Designed by Harald Belker (creator of the Batmobiles used in Batman movies), Spektrix “not only looks mischievous, he is mischievous,” said Mark Palatucci, the chief product officer at Anki. “Mischief and sabotage are key to Spektrix’s prowess, with clever hacks set to wreak havoc and dominate the competition,” he added.

The Spektrix car has a scrambler signal that messes up a nearby opponent’s steering, causing the opponent to lose control. The Spektrix also has a Chaos Pulse, a scrambler upgrade that causes the victim’s weapons and items to fire uncontrollably.

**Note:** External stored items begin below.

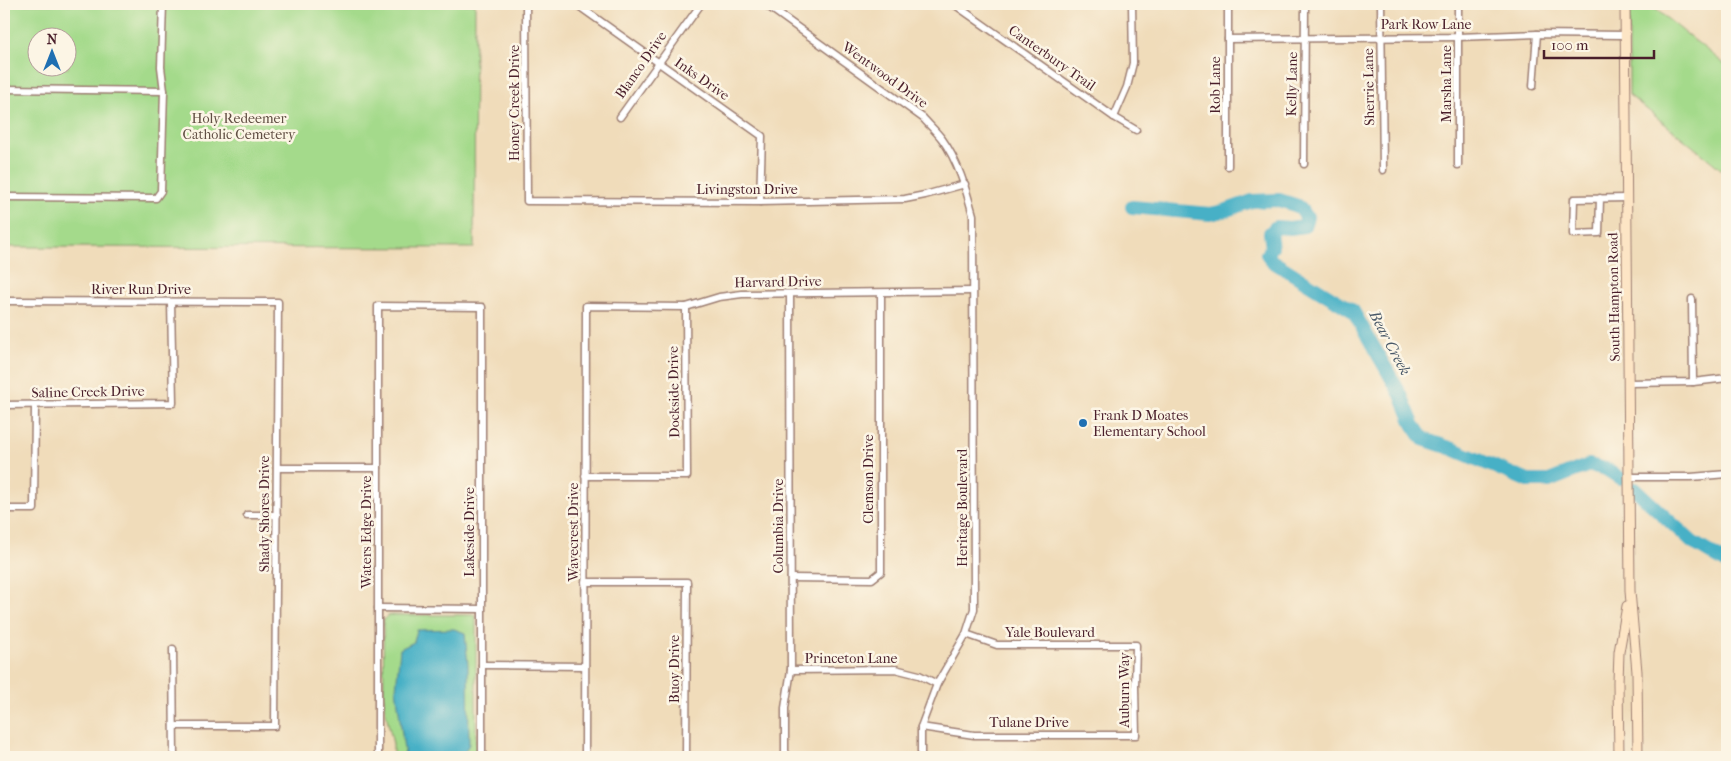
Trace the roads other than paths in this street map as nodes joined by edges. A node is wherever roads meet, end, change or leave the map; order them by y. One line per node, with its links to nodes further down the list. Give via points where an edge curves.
1 (164, 4): 22 (street, via 161,67)
2 (526, 4): 34 (street, Honey Creek Drive)
3 (576, 4): 19 (street, Inks Drive)
4 (701, 4): 19 (street, Blanco Drive)
5 (765, 4): 30 (street, Wentwood Drive, via 923,118 942,139)
6 (954, 4): 24 (street, Canterbury Trail)
7 (1132, 4): 24 (street, via 1133,63)
8 (1228, 4): 18 (street, Rob Lane)
9 (1305, 4): 15 (street, Kelly Lane)
10 (1380, 4): 16 (street, Sherrie Lane)
11 (1458, 4): 17 (street, Marsha Lane)
12 (1625, 4): 14 (main road, South Hampton Road)
13 (1537, 34): 14 (street, Park Row Lane); 17 (street, Park Row Lane); 20 (street)
14 (1624, 35): 33 (main road, South Hampton Road)
15 (1306, 37): 16 (street, Park Row Lane); 18 (street, Park Row Lane); 26 (street, Kelly Lane)
16 (1381, 37): 17 (street, Park Row Lane); 29 (street, Sherrie Lane)
17 (1458, 37): 27 (street, Marsha Lane)
18 (1228, 38): 28 (street, Rob Lane)
19 (658, 63): 23 (street, Blanco Drive); 35 (street, Inks Drive, via 762,136)
20 (1533, 86)
21 (4, 90): 22 (street)
22 (164, 91): 31 (street, via 161,191 156,198)
23 (620, 117)
24 (1114, 117): 25 (street, Canterbury Trail)
25 (1136, 130)
26 (1304, 164)
27 (1458, 165)
28 (1228, 166)
29 (1383, 170)
30 (965, 184): 35 (street, Livingston Drive, via 905,199); 36 (street, Wentwood Drive, via 973,216)
31 (4, 197)
32 (1600, 198): 32 (street, via 1574,199 1573,234 1599,234); 33 (street)
33 (1626, 198): 49 (main road, South Hampton Road)
34 (527, 201): 35 (street, Livingston Drive)
35 (760, 202)
36 (973, 247): 37 (street, Heritage Boulevard)
37 (973, 291): 38 (street, Harvard Drive); 65 (street, Heritage Boulevard, via 974,610)
38 (881, 293): 39 (street, Harvard Drive); 60 (street, Clemson Drive, via 881,572 872,579)
39 (790, 294): 46 (street, Harvard Drive, via 742,294); 60 (street, Columbia Drive)
40 (1692, 299): 48 (street)
41 (4, 301): 42 (street, River Run Drive)
42 (170, 302): 43 (street, River Run Drive); 51 (street, Saline Creek Drive, via 173,403)
43 (278, 302): 52 (street, Shady Shores Drive)
44 (378, 306): 53 (street, Waters Edge Drive); 64 (street, Lakeside Drive, via 482,307)
45 (586, 306): 46 (street, Harvard Drive); 55 (street, Wavecrest Drive)
46 (686, 307): 55 (street, Dockside Drive, via 687,476)
47 (1727, 378): 48 (street)
48 (1693, 382): 49 (street)
49 (1628, 384): 56 (main road, South Hampton Road)
50 (4, 405): 51 (street, Saline Creek Drive)
51 (35, 405): 57 (street, via 34,508)
52 (277, 468): 53 (street); 59 (street, Shady Shores Drive)
53 (378, 468): 63 (street, Waters Edge Drive)
54 (1727, 474): 56 (street, via 1691,478)
55 (585, 476): 61 (street, Wavecrest Drive)
56 (1629, 478): 62 (main road, South Hampton Road)
57 (4, 509)
58 (247, 515): 59 (street)
59 (277, 515): 72 (street, Shady Shores Drive, via 276,726)
60 (791, 578): 70 (street, Columbia Drive)
61 (585, 582): 69 (street, Wavecrest Drive); 79 (street, Buoy Drive, via 687,582)
62 (1630, 591): 82 (main road, South Hampton Road, via 1619,652); 83 (main road, South Hampton Road, via 1637,672)
63 (378, 608): 64 (street); 76 (street, Waters Edge Drive)
64 (481, 609): 68 (street, Lakeside Drive)
65 (966, 634): 66 (street, Yale Boulevard, via 997,645); 71 (street, Heritage Boulevard)
66 (1136, 645): 74 (street, Auburn Way)
67 (173, 649): 72 (street)
68 (482, 666): 69 (street); 77 (street, Lakeside Drive)
69 (585, 666): 78 (street, Wavecrest Drive)
70 (792, 670): 71 (street, Princeton Lane, via 895,669); 80 (street, Columbia Drive, via 785,708)
71 (937, 684): 73 (street, Heritage Boulevard)
72 (174, 726): 75 (street)
73 (921, 728): 74 (street, Tulane Drive, via 974,735); 81 (street, Heritage Boulevard)
74 (1136, 735)
75 (174, 757)
76 (378, 757)
77 (482, 757)
78 (585, 757)
79 (686, 757)
80 (785, 757)
81 (921, 757)
82 (1619, 757)
83 (1638, 757)

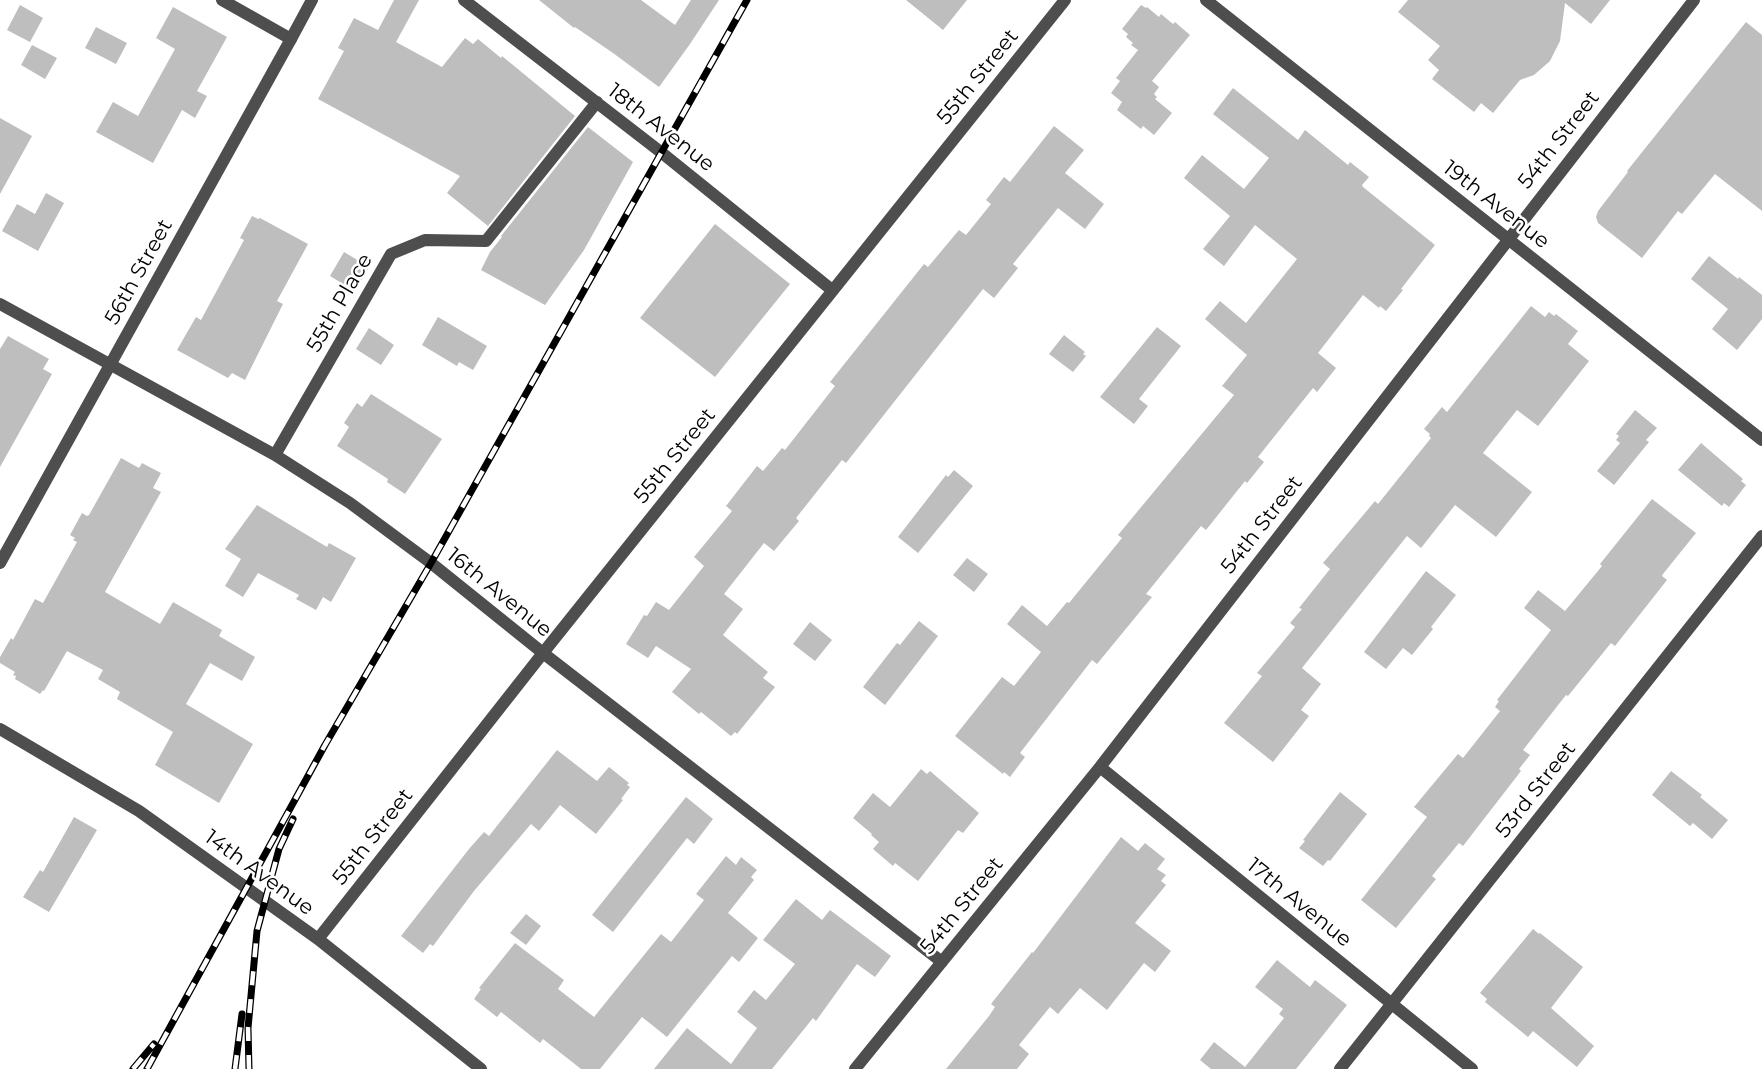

The Spektrix car costs $70 on Anki.com. It will be available in the U.S. at Amazon, Apple Stores, Best Buy, GameStop, and other select retailers later this week and in the U.K. at Harrods, Selfridges, Dixons Carphone, Apple.com, GAME, The London Science Museum, and more for £50 in early October.

Palatucci said that any combination of up to four human or A.I. players can race against each other with the latest iOS update. Starting in early October, drivers can sign up for an account with a “Department of Robot Vehicles”  to save all their stats, log in on other devices, and reserve a unique driver name.

The design of Anki Drive is clever. The track mat has an ink that is embedded with a code. That tells the car where it is on the track and where it is relative to other cars. Each car also a tiny camera under it that can read that information. (Yes, this is why the game costs $200.) The cars have a 50-megahertz processor, a multicolor LED, and a Bluetooth low-energy radio to communicate with the smartphone. Anki says the cars can drive so precisely that the real-world equivalent would be driving down a highway at 250 miles per hour with a tenth of an inch clearance on either side.

You can use the free iOS app to build the character of the car. The cars are able to pass up each other, block opponents, or nudge a rival. And they do so by thinking on their own. The starter kit comes with two cars, one named Kourai and another called Boson. You can buy other cars for $69 each.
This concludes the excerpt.